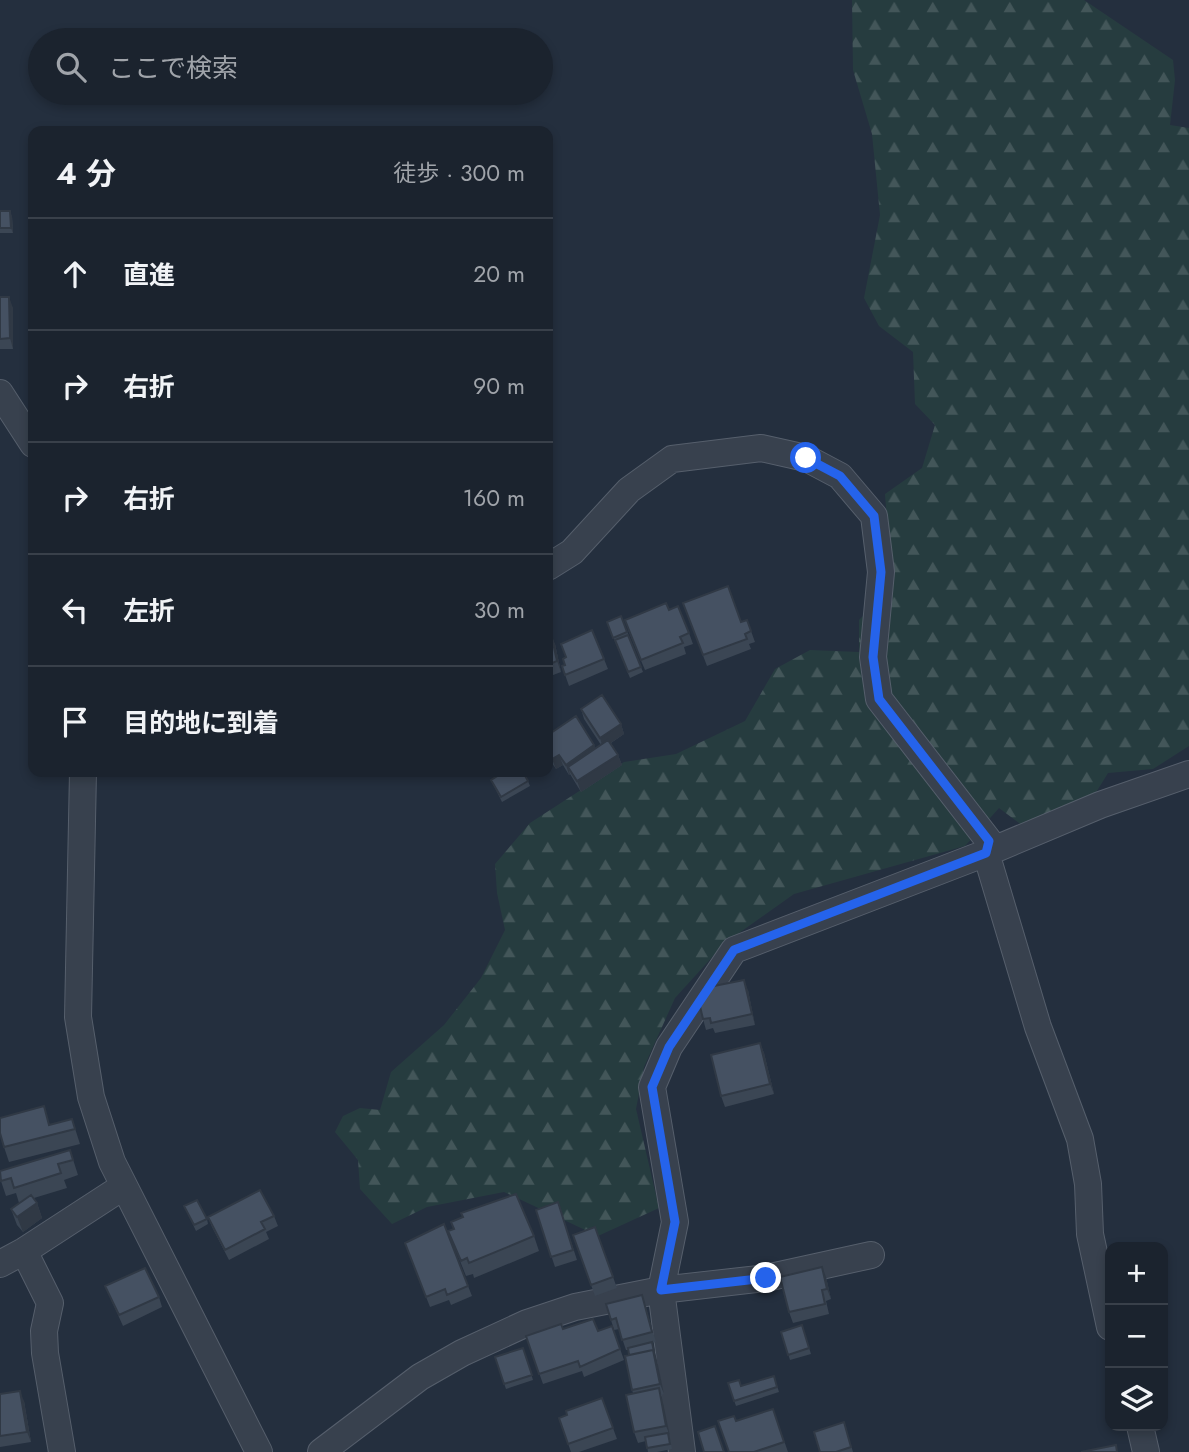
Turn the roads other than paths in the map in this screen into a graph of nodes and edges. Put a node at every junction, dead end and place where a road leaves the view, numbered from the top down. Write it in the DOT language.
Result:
graph roads {
  1 [pos="0,393"];
  2 [pos="28,436"];
  3 [pos="553,564"];
  4 [pos="1189,774"];
  5 [pos="83,777"];
  6 [pos="986,853"];
  7 [pos="124,1186"];
  8 [pos="24,1251"];
  9 [pos="871,1255"];
  10 [pos="0,1264"];
  11 [pos="661,1290"];
  12 [pos="1105,1305"];
  13 [pos="1141,1431"];
  14 [pos="62,1452"];
  15 [pos="259,1452"];
  16 [pos="321,1452"];
  17 [pos="682,1452"];
  18 [pos="1146,1452"];
  1 -- 2 [label="street"];
  3 -- 6 [label="street"];
  4 -- 6 [label="street"];
  5 -- 7 [label="street"];
  6 -- 11 [label="street"];
  6 -- 12 [label="street"];
  7 -- 8 [label="street"];
  7 -- 15 [label="street"];
  8 -- 10 [label="street"];
  8 -- 14 [label="street"];
  9 -- 11 [label="street"];
  11 -- 16 [label="street"];
  11 -- 17 [label="street"];
  13 -- 18 [label="street"];
}
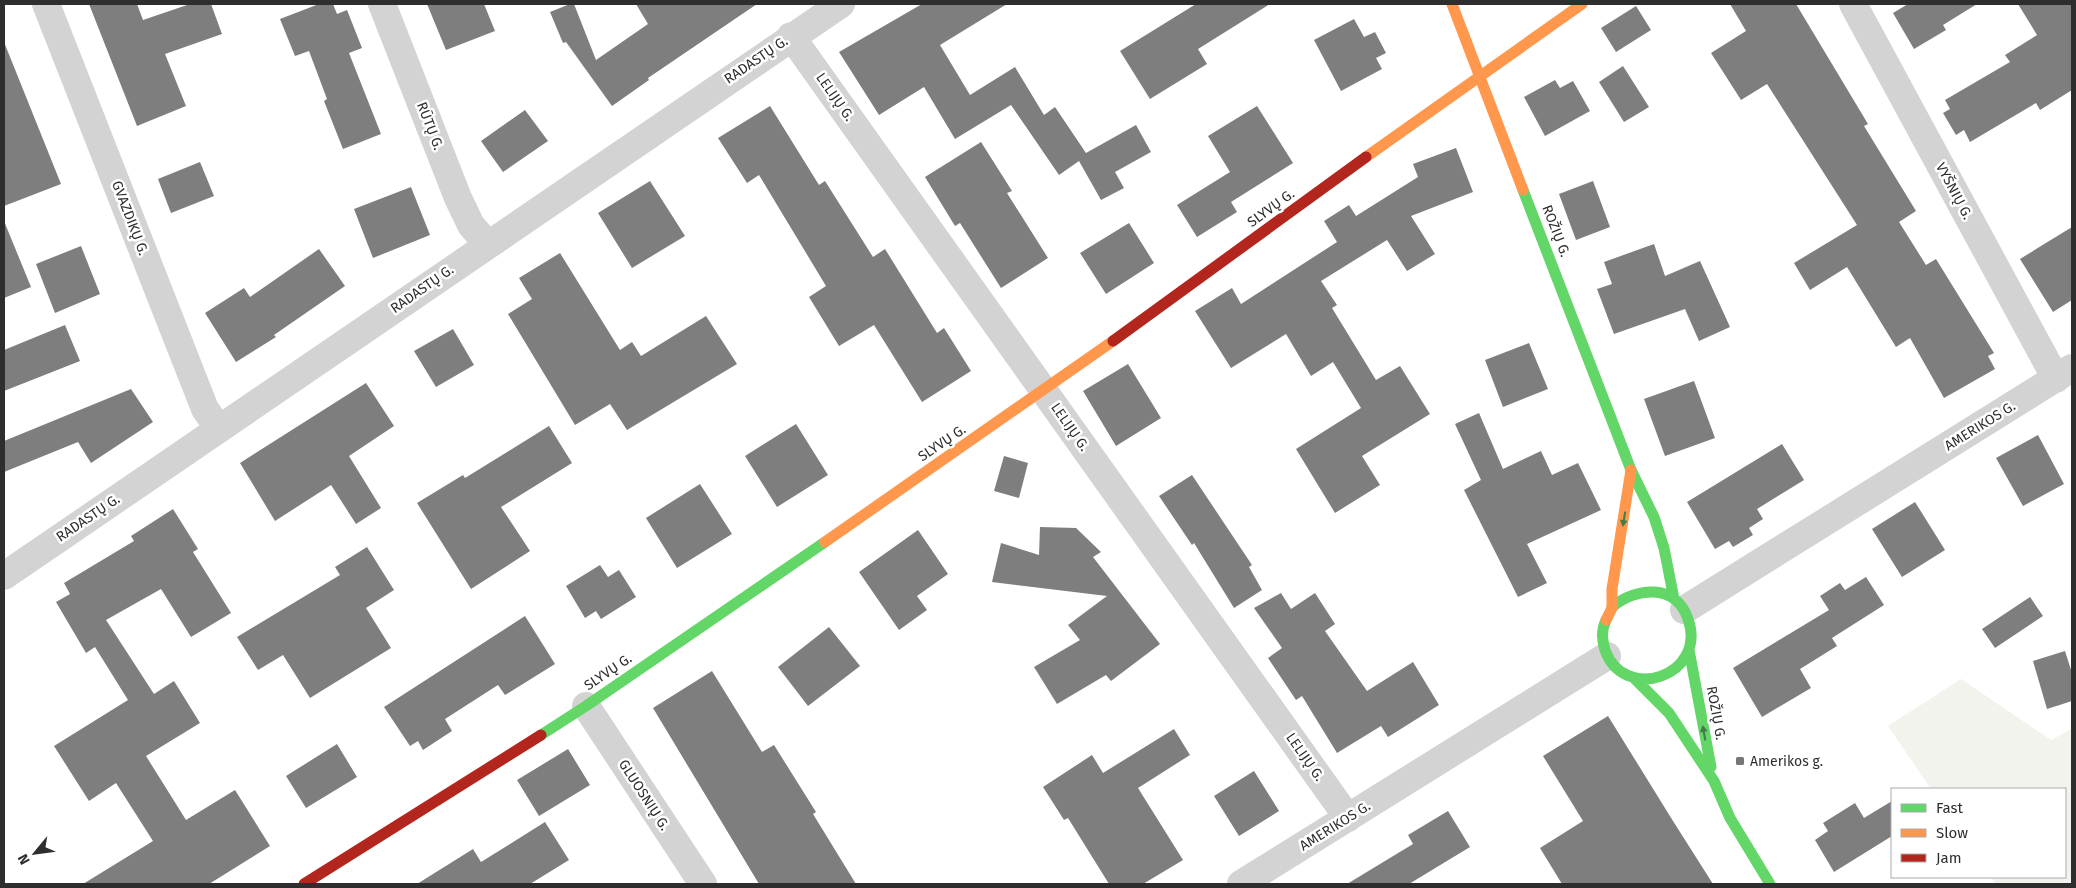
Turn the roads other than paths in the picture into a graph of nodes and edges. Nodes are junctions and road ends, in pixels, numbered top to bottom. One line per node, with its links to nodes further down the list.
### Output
1 (46, 4): 12 (street, GVAZDIKŲ G.)
2 (382, 4): 9 (street, RŪTŲ G.)
3 (841, 4): 7 (street, RADASTŲ G.)
4 (1452, 4): 8 (street, ROŽIŲ G.)
5 (1582, 4): 8 (street, SLYVŲ G.)
6 (1853, 4): 10 (street, VYŠNIŲ G.)
7 (791, 36): 9 (street, RADASTŲ G.); 11 (street, LELIJŲ G.)
8 (1479, 75): 11 (street, SLYVŲ G.); 13 (street, ROŽIŲ G.)
9 (487, 244): 12 (street, RADASTŲ G.)
10 (2064, 373): 15 (street, AMERIKOS G.)
11 (1044, 391): 20 (street, SLYVŲ G.); 22 (street, LELIJŲ G.)
12 (219, 429): 14 (street, RADASTŲ G.)
13 (1631, 470): 15 (street, ROŽIŲ G.); 16 (street, one-way to 16)
14 (4, 576)
15 (1679, 605): 16 (street); 17 (street)
16 (1612, 607): 18 (street)
17 (1689, 650): 19 (street); 21 (street, ROŽIŲ G., one-way to 17)
18 (1607, 656): 19 (street); 22 (street, AMERIKOS G.)
19 (1635, 679): 21 (street, ROŽIŲ G.)
20 (586, 706): 23 (street, SLYVŲ G.); 24 (street, GLUOSNIŲ G.)
21 (1714, 781): 26 (street, ROŽIŲ G.)
22 (1348, 818): 25 (street, AMERIKOS G.)
23 (304, 884)
24 (703, 884)
25 (1241, 884)
26 (1770, 884)

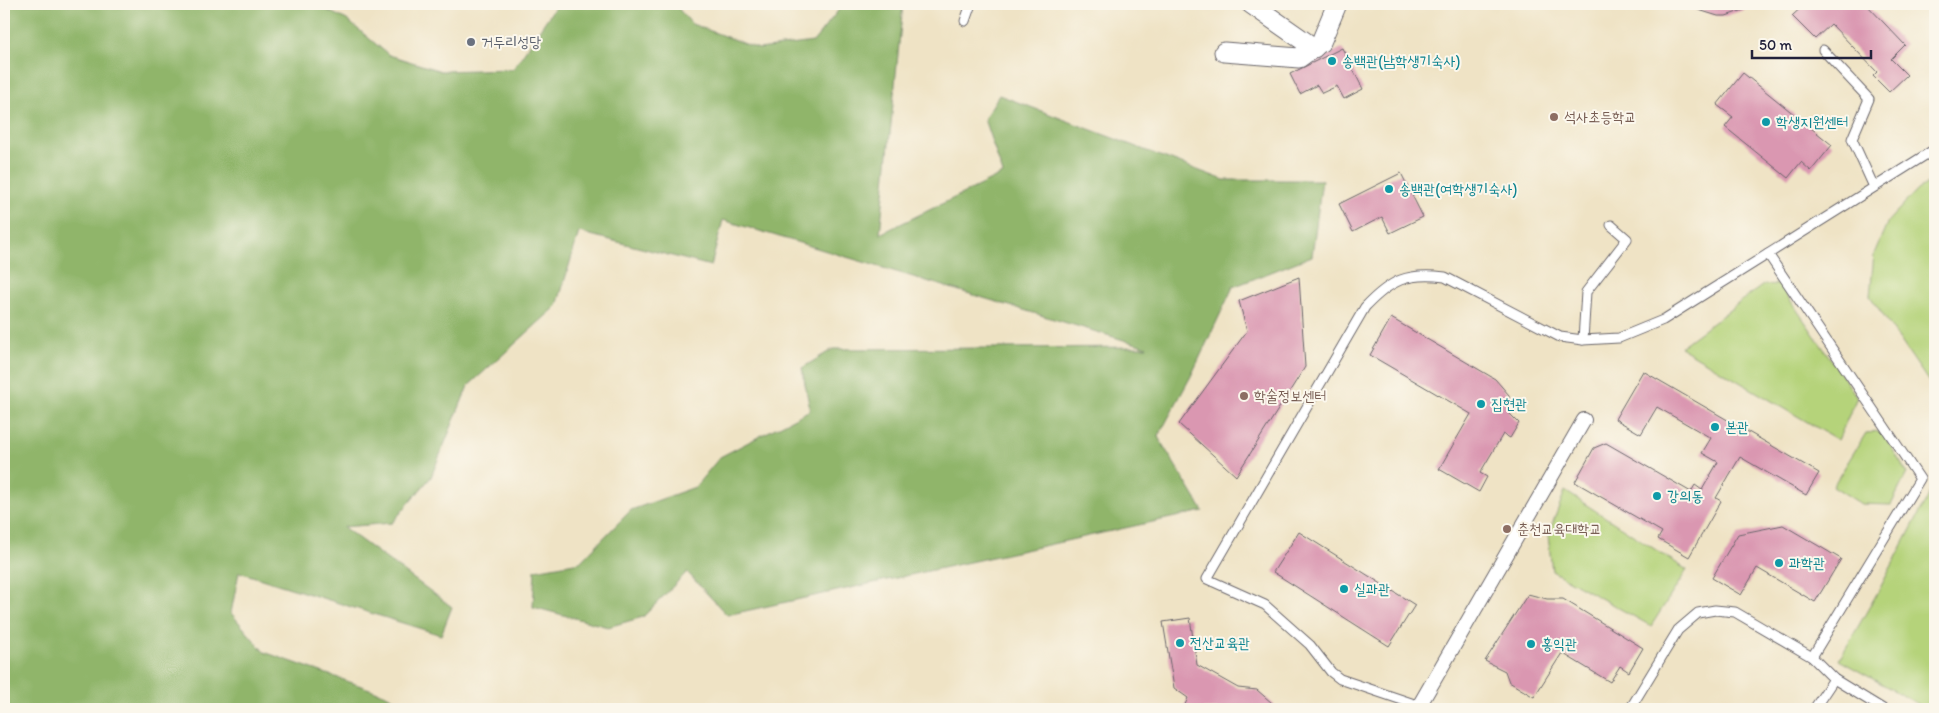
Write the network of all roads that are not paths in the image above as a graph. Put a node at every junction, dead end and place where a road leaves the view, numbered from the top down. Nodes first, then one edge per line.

# # # # #

**Action item:**
Every record above needs to be repeated exactly; pictures are to be left out.

**Answer for the task:**
Turn the roads other than paths in the map in this screen into a graph of nodes and edges. Put a node at every junction, dead end and place where a road leaves the view, numbered from the top down. Write it in the DOT language.
Result:
graph roads {
  1 [pos="0,393"];
  2 [pos="28,436"];
  3 [pos="553,564"];
  4 [pos="1189,774"];
  5 [pos="83,777"];
  6 [pos="986,853"];
  7 [pos="124,1186"];
  8 [pos="24,1251"];
  9 [pos="871,1255"];
  10 [pos="0,1264"];
  11 [pos="661,1290"];
  12 [pos="1105,1305"];
  13 [pos="1141,1431"];
  14 [pos="62,1452"];
  15 [pos="259,1452"];
  16 [pos="321,1452"];
  17 [pos="682,1452"];
  18 [pos="1146,1452"];
  1 -- 2 [label="street"];
  3 -- 6 [label="street"];
  4 -- 6 [label="street"];
  5 -- 7 [label="street"];
  6 -- 11 [label="street"];
  6 -- 12 [label="street"];
  7 -- 8 [label="street"];
  7 -- 15 [label="street"];
  8 -- 10 [label="street"];
  8 -- 14 [label="street"];
  9 -- 11 [label="street"];
  11 -- 16 [label="street"];
  11 -- 17 [label="street"];
  13 -- 18 [label="street"];
}
Turn the roads other than paths in the picture into a graph of nodes and edges. Nodes are junctions and road ends, in pixels, numbered top to bottom. One line per node, with its links to nodes further down the list.
### Output
1 (46, 4): 12 (street, GVAZDIKŲ G.)
2 (382, 4): 9 (street, RŪTŲ G.)
3 (841, 4): 7 (street, RADASTŲ G.)
4 (1452, 4): 8 (street, ROŽIŲ G.)
5 (1582, 4): 8 (street, SLYVŲ G.)
6 (1853, 4): 10 (street, VYŠNIŲ G.)
7 (791, 36): 9 (street, RADASTŲ G.); 11 (street, LELIJŲ G.)
8 (1479, 75): 11 (street, SLYVŲ G.); 13 (street, ROŽIŲ G.)
9 (487, 244): 12 (street, RADASTŲ G.)
10 (2064, 373): 15 (street, AMERIKOS G.)
11 (1044, 391): 20 (street, SLYVŲ G.); 22 (street, LELIJŲ G.)
12 (219, 429): 14 (street, RADASTŲ G.)
13 (1631, 470): 15 (street, ROŽIŲ G.); 16 (street, one-way to 16)
14 (4, 576)
15 (1679, 605): 16 (street); 17 (street)
16 (1612, 607): 18 (street)
17 (1689, 650): 19 (street); 21 (street, ROŽIŲ G., one-way to 17)
18 (1607, 656): 19 (street); 22 (street, AMERIKOS G.)
19 (1635, 679): 21 (street, ROŽIŲ G.)
20 (586, 706): 23 (street, SLYVŲ G.); 24 (street, GLUOSNIŲ G.)
21 (1714, 781): 26 (street, ROŽIŲ G.)
22 (1348, 818): 25 (street, AMERIKOS G.)
23 (304, 884)
24 (703, 884)
25 (1241, 884)
26 (1770, 884)

Write the network of all roads that are not paths in the image above as a graph. Put a node at every junction, dead end and place where a road leaves the view, numbered from the top down. Nodes first, then one edge per line.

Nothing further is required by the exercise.